Our second key acquisition in fiscal year 2014 was our first international business expansion with the investment in Rosales S.A, a citrus packing, marketing and sales operation located in La Serena, Chile. La Serena is located in a coastal region of Northern Chile and is a major citrus and avocado growing area of that country.
Rosales primarily packs and sells lemons and currently sells its products in Asian, European and Chilean markets. Limoneira now handles Rosales’ sales into Asian markets, leveraging our existing relationships and providing opportunities to expand our business in Asia, benefiting both Rosales and Limoneira.
With our investment, Limoneira has a 35% interest in the business. We will earn equity income from our investment as well as $0.50 a carton on Lemon sales to Asian markets, which combined is estimated at $200,000 to $300,000 of additional cash flow per year.
This acquisition was completed in the fourth quarter of fiscal year 2014, so we expect to realize its benefits beginning in fiscal year 2015. We’ve been looking for the right opportunity to enter the Chilean agricultural market and we’re very excited about our partnership with Rosales and our first direct international investment.
These two acquisitions represent significant progress on one of our important long-term growth initiatives of improving our position as a year-round global supplier of lemons, which is becoming increasingly important in today’s market.
Looking forward, we continue to be pleased with the healthy pipeline of future acquisitions and investment opportunities to complement the organic growth of our agribusiness.
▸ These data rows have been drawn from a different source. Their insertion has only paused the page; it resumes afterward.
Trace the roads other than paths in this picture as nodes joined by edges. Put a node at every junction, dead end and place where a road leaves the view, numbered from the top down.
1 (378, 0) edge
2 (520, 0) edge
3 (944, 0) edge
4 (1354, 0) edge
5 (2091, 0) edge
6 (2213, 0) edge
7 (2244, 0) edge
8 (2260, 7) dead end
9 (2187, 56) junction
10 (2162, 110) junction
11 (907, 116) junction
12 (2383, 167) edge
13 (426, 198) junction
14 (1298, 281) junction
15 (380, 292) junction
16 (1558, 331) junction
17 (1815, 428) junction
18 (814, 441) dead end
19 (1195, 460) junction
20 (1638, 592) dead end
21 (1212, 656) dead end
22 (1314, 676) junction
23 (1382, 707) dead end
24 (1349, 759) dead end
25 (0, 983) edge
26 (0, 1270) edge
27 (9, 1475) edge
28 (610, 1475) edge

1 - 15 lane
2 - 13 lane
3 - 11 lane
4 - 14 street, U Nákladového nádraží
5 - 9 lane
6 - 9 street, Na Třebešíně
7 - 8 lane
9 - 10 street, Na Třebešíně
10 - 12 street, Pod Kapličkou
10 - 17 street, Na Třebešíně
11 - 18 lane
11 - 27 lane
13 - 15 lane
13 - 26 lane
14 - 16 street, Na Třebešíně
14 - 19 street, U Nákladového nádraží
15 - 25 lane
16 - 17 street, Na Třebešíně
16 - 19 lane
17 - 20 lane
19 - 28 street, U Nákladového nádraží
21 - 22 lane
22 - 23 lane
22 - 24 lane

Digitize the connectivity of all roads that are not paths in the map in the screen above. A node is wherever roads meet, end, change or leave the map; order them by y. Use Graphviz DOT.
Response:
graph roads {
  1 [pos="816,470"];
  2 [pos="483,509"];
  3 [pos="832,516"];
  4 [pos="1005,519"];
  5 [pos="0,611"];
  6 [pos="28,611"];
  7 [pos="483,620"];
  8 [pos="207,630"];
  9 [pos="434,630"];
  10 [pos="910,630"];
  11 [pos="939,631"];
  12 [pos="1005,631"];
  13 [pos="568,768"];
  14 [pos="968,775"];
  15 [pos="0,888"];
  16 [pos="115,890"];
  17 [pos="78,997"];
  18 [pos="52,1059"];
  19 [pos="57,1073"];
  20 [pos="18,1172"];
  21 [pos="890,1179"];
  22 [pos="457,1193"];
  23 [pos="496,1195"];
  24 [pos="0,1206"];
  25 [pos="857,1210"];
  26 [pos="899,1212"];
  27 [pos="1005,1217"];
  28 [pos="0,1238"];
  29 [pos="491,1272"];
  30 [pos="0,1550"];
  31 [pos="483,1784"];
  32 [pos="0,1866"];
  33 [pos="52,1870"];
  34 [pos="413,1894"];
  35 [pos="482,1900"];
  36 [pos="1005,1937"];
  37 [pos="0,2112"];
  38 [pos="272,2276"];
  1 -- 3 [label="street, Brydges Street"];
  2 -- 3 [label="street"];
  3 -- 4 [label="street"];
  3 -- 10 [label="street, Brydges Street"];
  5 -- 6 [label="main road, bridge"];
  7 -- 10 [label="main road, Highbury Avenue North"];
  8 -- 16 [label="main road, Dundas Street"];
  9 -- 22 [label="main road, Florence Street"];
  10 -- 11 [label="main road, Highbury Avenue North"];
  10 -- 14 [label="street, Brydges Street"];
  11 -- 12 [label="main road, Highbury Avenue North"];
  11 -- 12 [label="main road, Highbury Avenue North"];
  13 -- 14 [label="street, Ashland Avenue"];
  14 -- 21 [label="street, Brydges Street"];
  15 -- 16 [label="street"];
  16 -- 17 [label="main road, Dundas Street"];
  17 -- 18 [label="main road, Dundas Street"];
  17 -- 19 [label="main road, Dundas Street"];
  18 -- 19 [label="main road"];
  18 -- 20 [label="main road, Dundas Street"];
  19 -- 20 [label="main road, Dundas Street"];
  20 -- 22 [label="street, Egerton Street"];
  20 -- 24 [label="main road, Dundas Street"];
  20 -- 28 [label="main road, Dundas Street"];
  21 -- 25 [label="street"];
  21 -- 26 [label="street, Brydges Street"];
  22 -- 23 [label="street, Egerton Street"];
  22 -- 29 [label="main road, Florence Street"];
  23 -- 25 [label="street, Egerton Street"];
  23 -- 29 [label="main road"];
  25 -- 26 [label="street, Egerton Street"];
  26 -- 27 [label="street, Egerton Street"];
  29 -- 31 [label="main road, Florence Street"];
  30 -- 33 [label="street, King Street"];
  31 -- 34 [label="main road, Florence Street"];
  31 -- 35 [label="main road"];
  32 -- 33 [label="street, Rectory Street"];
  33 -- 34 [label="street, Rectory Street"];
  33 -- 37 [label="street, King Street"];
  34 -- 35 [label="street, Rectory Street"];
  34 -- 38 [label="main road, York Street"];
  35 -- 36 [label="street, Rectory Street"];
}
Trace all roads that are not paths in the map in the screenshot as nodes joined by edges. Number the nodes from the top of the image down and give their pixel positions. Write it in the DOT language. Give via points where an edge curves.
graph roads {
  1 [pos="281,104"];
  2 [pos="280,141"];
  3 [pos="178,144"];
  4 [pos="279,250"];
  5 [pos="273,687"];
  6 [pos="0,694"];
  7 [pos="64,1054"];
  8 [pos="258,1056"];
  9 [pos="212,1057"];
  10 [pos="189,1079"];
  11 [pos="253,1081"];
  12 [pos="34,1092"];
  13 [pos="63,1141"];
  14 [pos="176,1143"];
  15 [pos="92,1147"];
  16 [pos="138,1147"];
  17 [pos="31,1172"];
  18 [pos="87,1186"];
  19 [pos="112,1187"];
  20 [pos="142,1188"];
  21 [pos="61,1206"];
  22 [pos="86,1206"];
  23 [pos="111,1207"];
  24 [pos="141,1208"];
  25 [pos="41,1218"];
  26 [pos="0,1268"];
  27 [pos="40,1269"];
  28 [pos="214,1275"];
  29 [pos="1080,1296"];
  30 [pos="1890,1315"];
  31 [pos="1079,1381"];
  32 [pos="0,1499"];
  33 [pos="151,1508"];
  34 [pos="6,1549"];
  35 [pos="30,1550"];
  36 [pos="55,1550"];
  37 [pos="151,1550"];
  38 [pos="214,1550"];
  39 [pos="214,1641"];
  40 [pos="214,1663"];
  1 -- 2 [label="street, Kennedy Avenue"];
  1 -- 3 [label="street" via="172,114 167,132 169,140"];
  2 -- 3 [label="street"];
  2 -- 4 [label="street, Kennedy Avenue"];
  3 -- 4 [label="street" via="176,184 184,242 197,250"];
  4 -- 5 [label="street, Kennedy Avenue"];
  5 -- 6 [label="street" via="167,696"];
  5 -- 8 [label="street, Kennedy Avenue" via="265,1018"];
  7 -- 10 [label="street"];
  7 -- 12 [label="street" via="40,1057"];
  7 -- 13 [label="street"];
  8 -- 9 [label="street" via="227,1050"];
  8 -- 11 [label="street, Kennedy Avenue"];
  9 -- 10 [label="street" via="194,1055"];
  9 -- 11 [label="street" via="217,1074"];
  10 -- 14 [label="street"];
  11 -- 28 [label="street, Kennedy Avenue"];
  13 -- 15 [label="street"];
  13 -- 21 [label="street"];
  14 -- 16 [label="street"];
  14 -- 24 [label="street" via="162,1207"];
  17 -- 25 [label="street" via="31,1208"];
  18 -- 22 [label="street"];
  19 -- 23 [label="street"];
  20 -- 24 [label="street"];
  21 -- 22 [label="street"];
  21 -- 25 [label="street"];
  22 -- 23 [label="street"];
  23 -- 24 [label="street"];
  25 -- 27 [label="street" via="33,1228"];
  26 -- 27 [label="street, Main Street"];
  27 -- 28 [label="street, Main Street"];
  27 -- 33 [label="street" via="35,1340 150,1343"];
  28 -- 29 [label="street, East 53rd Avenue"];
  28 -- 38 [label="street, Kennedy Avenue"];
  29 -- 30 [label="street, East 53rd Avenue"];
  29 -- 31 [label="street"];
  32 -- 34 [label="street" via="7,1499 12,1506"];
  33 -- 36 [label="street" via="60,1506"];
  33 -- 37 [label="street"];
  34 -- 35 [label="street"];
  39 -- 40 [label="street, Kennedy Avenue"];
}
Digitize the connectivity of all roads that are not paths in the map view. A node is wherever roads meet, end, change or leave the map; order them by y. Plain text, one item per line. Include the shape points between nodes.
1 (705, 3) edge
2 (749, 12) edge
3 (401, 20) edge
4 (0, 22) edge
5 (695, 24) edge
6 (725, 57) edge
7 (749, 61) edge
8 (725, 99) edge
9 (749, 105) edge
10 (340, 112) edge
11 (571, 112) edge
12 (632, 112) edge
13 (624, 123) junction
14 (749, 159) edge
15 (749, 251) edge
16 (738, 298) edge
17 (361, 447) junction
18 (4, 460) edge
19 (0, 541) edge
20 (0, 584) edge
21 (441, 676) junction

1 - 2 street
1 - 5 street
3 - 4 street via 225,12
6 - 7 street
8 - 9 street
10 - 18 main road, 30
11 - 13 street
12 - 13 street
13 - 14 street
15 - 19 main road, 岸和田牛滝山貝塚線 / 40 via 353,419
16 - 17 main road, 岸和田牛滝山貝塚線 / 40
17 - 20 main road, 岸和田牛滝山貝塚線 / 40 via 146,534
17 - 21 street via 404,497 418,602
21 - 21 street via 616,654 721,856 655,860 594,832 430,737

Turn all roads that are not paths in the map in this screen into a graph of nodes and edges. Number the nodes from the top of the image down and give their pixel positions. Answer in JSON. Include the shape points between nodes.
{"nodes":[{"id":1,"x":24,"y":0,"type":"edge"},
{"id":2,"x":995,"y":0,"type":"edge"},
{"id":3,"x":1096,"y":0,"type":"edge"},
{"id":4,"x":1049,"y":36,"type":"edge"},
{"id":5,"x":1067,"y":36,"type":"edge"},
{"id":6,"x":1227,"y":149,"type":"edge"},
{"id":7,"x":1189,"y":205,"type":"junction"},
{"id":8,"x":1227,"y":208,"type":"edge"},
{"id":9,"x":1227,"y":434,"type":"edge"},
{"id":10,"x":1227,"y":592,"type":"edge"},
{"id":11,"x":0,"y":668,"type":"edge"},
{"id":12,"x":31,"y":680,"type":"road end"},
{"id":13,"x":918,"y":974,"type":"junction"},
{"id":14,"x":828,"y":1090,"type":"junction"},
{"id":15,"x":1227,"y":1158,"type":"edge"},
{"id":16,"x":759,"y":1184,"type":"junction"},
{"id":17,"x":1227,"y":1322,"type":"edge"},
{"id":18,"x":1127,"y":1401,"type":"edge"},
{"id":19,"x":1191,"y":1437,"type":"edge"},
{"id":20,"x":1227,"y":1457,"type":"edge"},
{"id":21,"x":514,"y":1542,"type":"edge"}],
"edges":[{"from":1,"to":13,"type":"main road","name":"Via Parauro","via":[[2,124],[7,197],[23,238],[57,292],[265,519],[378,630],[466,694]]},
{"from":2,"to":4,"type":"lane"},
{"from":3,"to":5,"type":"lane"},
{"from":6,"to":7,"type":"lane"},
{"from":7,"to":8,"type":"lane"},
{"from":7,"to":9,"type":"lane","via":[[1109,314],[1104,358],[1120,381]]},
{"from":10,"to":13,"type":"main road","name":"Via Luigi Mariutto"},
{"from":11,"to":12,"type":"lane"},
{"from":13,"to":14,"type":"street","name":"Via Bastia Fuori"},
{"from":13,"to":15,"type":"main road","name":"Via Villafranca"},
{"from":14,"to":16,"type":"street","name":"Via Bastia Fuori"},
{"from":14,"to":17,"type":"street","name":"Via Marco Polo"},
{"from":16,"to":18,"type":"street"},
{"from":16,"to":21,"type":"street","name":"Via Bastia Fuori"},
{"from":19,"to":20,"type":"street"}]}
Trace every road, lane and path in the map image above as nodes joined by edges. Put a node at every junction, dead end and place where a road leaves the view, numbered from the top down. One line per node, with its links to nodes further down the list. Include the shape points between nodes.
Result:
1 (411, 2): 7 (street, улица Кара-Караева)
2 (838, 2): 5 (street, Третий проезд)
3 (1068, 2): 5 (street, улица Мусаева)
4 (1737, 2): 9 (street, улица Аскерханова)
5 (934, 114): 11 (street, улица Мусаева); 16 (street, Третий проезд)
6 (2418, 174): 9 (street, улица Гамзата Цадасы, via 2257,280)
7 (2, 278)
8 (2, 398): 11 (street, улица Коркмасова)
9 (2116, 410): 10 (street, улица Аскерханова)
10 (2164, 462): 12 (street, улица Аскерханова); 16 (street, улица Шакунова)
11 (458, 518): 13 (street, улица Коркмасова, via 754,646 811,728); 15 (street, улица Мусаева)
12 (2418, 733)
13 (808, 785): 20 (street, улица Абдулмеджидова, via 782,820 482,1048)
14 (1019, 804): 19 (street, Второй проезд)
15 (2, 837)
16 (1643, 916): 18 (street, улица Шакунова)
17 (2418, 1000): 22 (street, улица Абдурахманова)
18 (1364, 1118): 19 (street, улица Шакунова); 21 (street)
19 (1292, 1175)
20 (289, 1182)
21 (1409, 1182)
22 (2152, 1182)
Before I move on to our next business segment, I would like to briefly comment on the Californian drought as it relates to our business.
As we’ve previously discussed, California continues to experience one of the most severe droughts on record and although California has enjoyed rain and snowfall recently, a consistent period of precipitation is needed to provide relief to the current drought conditions. As we’ve previously stated, Limoneira is extremely fortunate in that.
Thus far, the drought has not had a material impact on our operations. Water for our farming operations located in Ventura County, California is secured from existing water resources associated with our land, which includes approximately 8,600 acre feet of adjudicated water rights in the Santa Paula Basin and the un-adjudicated Fillmore Basin.
We use a combination of ground water provided by wells and water from various local water districts in Tulare County, California, which is in agriculturally productive San Joaquin Valley.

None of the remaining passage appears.